Description of the task:
Identify every line in the records below that contains the word "Left", and copy each of those lines.

::::::::

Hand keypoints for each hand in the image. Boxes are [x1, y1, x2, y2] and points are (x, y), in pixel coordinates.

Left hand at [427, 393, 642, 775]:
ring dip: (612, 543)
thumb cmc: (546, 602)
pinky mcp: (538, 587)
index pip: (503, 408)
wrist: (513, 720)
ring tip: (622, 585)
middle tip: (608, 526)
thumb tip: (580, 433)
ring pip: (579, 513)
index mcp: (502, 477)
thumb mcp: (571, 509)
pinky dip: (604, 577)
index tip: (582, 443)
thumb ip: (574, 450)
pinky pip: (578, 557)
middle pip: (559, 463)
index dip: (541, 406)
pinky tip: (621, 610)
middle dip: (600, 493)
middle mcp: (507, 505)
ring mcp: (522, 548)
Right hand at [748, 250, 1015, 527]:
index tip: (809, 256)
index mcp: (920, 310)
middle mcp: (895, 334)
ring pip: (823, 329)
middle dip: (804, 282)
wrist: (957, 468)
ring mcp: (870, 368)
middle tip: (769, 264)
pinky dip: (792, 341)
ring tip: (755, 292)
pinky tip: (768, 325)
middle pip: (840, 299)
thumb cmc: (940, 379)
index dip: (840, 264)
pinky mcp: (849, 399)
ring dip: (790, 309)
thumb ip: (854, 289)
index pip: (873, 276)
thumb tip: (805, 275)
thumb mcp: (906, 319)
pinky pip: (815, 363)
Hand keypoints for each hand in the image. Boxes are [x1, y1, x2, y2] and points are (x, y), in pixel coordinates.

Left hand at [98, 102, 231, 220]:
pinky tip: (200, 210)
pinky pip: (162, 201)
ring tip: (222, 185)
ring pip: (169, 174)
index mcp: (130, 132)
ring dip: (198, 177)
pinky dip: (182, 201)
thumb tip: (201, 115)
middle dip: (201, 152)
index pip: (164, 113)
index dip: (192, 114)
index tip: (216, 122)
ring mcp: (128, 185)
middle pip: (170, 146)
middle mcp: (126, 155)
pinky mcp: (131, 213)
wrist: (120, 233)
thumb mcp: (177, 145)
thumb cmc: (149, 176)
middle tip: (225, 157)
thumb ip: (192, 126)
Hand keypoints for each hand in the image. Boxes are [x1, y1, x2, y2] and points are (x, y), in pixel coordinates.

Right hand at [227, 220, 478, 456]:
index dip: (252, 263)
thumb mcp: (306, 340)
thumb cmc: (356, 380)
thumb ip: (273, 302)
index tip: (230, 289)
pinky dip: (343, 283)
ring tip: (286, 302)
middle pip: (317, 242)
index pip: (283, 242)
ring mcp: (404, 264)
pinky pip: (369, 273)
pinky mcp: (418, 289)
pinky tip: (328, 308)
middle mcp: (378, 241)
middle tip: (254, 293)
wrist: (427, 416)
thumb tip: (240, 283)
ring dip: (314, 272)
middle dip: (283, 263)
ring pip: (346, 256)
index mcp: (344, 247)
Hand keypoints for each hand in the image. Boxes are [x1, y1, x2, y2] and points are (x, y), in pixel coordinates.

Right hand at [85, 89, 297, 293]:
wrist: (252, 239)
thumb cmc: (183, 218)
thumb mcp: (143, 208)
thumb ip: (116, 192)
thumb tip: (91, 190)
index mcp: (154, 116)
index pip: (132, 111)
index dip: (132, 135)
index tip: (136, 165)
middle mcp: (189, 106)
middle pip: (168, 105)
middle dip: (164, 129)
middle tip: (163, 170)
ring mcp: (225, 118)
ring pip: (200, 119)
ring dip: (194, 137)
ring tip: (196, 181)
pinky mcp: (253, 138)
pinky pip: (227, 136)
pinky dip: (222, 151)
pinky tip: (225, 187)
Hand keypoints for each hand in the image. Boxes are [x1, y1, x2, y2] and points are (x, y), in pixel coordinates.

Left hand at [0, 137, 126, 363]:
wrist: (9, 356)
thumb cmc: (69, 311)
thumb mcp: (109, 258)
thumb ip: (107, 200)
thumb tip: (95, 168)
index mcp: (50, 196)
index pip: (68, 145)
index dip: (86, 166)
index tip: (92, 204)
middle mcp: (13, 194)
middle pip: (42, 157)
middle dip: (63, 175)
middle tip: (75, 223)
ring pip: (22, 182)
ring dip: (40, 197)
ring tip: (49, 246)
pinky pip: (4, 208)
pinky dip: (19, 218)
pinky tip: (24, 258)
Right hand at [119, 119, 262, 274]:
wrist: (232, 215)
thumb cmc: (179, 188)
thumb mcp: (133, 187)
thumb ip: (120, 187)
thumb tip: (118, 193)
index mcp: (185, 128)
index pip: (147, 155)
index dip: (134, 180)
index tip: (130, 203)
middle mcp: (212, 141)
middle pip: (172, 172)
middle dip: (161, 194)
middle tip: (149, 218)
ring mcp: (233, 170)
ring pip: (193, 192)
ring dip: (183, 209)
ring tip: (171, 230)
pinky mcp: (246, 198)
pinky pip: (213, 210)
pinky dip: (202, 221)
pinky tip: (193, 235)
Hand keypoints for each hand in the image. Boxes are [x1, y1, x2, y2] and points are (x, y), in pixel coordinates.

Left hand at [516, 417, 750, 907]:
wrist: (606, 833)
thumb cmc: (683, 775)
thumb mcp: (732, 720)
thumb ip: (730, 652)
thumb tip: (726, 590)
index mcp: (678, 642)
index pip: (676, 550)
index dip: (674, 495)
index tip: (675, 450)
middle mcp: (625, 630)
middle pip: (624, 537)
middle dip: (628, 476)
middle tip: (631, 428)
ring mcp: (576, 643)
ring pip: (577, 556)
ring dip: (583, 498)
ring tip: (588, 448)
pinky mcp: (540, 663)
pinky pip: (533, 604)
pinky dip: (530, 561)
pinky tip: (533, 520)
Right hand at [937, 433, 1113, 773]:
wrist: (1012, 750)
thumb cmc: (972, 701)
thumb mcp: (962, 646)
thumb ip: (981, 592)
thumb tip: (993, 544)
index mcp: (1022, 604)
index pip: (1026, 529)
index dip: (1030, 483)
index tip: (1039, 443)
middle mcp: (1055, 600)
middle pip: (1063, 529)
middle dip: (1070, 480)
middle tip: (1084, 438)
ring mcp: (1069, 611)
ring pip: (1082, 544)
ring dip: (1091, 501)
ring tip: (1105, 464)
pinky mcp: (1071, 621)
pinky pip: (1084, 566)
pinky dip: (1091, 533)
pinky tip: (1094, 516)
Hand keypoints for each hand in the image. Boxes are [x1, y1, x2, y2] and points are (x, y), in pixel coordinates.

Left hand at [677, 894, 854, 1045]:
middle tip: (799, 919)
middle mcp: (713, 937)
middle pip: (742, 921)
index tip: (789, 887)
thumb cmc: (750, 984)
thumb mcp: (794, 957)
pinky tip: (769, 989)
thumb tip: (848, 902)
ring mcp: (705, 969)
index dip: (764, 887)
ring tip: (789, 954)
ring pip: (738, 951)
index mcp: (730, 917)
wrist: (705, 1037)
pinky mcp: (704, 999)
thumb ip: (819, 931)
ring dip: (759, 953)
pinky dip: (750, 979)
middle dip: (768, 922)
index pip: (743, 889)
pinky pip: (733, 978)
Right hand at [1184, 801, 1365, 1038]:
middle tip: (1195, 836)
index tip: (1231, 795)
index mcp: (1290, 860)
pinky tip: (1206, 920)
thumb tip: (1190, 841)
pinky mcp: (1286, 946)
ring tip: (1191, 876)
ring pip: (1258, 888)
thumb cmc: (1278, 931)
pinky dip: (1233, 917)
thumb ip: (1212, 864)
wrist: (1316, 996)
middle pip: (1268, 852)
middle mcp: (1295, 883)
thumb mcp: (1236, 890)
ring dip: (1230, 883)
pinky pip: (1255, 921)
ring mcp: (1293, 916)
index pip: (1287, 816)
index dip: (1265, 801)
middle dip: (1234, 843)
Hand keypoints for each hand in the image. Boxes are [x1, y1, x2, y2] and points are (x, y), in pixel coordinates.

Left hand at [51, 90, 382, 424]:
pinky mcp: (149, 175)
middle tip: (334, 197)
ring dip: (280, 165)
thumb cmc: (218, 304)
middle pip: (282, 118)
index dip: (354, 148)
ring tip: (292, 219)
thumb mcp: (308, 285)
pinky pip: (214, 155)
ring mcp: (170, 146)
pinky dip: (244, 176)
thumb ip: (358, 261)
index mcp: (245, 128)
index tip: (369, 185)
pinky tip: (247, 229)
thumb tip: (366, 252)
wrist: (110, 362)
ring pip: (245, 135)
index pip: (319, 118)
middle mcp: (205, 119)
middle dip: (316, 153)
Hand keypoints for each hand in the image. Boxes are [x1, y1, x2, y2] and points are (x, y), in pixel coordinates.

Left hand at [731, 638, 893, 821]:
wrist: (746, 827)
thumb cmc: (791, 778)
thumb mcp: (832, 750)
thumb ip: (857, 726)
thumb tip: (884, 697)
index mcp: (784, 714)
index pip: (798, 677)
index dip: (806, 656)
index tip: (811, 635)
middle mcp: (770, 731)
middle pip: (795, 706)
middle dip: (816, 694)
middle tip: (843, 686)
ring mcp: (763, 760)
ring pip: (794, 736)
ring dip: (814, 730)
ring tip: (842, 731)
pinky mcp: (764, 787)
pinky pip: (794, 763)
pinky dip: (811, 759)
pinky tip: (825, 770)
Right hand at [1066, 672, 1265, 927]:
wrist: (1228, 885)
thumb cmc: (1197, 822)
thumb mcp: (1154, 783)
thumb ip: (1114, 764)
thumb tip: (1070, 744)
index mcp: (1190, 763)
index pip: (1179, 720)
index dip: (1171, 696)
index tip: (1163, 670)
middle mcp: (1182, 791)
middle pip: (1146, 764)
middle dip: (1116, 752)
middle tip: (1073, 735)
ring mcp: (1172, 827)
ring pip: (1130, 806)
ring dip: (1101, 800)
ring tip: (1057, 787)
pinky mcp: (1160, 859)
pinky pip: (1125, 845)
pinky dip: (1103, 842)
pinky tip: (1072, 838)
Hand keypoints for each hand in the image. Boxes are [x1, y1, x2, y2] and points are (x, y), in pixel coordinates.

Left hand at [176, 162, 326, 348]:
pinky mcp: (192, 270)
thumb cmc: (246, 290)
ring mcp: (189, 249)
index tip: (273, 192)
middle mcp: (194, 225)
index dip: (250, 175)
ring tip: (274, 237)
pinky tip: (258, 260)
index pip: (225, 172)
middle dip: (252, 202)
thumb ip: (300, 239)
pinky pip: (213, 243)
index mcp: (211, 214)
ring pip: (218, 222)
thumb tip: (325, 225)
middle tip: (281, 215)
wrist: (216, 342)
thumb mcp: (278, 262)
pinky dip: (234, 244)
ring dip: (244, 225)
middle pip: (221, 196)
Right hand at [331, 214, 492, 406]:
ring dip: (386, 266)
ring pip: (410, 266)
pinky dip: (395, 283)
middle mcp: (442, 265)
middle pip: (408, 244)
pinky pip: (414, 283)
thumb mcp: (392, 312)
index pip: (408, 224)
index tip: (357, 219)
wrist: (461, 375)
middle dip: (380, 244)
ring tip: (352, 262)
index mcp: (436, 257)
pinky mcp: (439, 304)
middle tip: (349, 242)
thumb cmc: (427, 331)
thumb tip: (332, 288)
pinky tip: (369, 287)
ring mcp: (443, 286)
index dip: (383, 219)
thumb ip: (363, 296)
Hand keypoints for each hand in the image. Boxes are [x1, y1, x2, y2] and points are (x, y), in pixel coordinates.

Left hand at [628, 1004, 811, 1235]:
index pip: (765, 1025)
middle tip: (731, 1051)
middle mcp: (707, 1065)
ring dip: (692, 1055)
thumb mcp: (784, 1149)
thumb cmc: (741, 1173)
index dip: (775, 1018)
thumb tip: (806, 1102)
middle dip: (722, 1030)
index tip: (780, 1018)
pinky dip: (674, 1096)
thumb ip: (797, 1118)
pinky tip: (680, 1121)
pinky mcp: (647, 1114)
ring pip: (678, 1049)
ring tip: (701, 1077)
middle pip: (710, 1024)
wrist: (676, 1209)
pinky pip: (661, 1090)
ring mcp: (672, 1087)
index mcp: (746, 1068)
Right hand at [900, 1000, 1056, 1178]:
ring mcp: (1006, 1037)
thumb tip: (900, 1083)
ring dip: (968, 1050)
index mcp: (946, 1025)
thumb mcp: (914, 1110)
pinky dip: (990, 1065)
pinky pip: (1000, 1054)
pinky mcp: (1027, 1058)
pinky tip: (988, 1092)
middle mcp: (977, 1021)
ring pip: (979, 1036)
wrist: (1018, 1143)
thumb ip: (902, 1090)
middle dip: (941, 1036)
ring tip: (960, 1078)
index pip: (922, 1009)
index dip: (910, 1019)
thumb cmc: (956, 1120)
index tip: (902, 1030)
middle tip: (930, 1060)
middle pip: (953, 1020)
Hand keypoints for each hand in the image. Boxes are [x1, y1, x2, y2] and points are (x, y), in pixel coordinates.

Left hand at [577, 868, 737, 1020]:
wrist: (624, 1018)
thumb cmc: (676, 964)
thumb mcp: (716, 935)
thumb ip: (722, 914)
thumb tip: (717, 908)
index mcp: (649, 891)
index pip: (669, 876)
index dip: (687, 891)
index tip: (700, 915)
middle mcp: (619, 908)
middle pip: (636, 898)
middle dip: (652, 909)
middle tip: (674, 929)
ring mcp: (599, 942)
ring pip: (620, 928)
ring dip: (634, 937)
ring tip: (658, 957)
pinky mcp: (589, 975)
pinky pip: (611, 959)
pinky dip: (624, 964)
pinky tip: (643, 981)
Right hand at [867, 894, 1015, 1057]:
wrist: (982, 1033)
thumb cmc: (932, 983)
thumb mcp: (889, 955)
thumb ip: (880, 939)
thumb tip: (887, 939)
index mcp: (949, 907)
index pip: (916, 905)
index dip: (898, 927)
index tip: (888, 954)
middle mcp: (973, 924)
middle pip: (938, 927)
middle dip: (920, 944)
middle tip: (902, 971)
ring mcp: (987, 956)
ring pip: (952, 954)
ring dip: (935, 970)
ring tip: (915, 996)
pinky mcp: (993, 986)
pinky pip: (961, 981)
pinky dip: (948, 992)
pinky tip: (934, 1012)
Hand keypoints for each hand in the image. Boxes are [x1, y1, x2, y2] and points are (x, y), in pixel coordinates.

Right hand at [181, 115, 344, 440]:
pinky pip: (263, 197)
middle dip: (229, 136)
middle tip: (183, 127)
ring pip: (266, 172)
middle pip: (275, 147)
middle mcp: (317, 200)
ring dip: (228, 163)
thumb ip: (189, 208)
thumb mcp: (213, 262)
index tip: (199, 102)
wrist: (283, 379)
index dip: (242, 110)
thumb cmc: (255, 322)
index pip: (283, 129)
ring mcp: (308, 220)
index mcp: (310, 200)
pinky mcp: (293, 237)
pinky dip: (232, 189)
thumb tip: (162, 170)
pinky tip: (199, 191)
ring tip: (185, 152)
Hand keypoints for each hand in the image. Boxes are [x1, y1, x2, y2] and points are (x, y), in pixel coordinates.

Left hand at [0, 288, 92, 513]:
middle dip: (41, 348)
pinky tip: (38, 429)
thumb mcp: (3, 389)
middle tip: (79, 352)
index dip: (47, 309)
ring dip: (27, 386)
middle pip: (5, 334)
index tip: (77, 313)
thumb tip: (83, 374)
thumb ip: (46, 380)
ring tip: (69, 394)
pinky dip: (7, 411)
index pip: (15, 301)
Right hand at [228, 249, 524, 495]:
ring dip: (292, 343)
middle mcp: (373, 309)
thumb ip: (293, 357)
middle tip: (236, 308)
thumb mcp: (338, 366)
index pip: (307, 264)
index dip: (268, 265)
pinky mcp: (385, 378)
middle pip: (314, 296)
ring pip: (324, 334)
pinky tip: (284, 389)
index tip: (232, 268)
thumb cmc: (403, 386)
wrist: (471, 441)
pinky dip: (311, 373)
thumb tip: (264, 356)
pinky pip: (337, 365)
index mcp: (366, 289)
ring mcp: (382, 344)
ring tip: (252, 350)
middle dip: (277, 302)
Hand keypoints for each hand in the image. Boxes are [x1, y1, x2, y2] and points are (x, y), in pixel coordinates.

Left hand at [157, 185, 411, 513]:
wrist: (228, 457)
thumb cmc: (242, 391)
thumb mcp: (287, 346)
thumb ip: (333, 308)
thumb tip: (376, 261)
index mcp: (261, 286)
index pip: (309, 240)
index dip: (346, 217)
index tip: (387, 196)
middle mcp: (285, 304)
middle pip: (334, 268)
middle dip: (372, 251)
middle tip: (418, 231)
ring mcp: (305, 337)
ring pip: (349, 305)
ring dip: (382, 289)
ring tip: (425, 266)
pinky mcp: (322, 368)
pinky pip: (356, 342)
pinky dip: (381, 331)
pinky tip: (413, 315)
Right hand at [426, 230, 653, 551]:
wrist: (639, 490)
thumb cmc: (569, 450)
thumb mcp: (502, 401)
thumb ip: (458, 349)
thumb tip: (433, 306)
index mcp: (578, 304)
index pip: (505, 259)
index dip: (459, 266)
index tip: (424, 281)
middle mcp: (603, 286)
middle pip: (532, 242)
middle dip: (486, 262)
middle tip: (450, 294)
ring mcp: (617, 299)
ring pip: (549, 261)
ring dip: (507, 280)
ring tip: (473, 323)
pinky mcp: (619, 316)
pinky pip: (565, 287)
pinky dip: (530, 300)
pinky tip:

::::::::

Response:
Left hand at [427, 393, 642, 775]:
Left hand at [98, 102, 231, 220]:
Left hand at [0, 137, 126, 363]:
Left hand at [516, 417, 750, 907]:
Left hand at [677, 894, 854, 1045]:
Left hand at [51, 90, 382, 424]:
Left hand at [731, 638, 893, 821]:
Left hand at [176, 162, 326, 348]:
Left hand at [628, 1004, 811, 1235]:
Left hand at [577, 868, 737, 1020]:
Left hand at [0, 288, 92, 513]:
Left hand at [157, 185, 411, 513]:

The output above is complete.